## EXERCISE DETAILS
Lines below that include the word "hand" should each be copied.

Landmark coordinate records:
* * * *

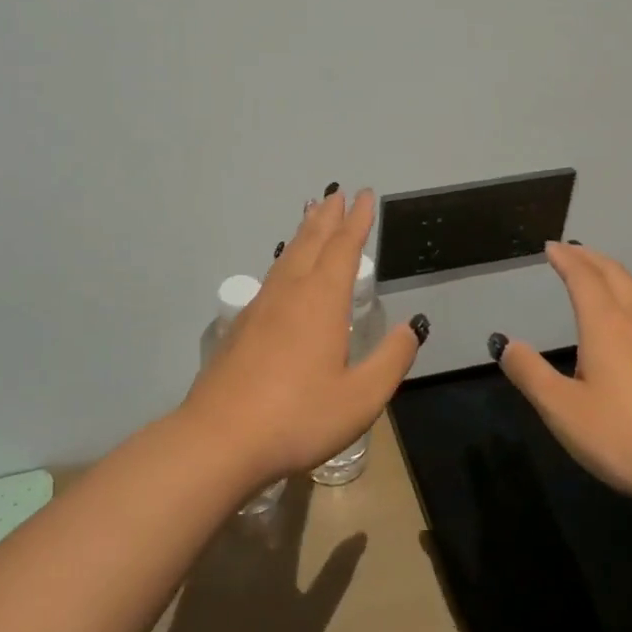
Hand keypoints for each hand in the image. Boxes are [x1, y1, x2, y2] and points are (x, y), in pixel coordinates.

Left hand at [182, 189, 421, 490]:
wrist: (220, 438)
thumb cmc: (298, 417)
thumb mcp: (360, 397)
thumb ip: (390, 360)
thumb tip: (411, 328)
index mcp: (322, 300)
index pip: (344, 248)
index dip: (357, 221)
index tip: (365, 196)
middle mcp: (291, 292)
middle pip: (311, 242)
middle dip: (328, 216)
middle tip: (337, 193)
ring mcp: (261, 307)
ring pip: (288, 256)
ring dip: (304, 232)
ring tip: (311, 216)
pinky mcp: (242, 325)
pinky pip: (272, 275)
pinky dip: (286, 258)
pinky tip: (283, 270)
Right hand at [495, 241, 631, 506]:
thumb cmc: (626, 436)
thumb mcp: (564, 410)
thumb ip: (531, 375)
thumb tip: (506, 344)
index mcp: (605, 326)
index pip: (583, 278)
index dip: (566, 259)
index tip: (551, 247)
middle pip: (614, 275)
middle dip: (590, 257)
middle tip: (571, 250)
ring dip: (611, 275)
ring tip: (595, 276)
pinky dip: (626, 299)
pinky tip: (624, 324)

* * * *

## SOLUTION BELOW
Hand keypoints for each hand in the image. Boxes are [x1, y1, x2, y2] and points are (x, y), in pixel coordinates.
Left hand at [182, 189, 421, 490]:
Right hand at [495, 241, 631, 506]:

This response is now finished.